_EXERCISE DATA_:
-=-=-=-=-

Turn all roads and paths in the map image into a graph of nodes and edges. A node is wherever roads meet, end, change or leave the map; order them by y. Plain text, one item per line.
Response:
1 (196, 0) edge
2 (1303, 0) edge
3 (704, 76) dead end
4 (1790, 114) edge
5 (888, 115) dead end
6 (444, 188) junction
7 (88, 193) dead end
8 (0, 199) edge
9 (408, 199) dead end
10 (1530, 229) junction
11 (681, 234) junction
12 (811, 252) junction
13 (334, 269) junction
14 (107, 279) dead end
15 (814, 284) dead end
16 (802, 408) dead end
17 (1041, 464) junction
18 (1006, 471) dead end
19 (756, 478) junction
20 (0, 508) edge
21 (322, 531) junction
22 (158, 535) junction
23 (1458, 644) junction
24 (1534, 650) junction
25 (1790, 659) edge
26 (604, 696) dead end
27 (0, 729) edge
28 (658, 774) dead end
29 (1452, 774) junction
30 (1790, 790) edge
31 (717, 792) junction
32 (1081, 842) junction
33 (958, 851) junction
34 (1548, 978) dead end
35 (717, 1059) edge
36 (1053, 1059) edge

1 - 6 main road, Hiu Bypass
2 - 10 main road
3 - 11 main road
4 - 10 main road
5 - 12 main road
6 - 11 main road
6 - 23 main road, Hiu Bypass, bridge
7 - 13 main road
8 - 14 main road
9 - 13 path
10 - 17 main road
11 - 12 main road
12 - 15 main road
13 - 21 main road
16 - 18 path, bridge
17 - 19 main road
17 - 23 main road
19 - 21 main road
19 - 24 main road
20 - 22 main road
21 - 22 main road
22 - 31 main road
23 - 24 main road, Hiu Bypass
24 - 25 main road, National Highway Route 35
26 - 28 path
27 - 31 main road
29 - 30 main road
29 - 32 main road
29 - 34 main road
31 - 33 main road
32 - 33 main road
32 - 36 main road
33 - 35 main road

-=-=-=-=-

_ASSIGNMENT_: The reply must be a number and nothing more: the count of lines above that contain the word "Bypass".

_ANSWER SECTION_: 3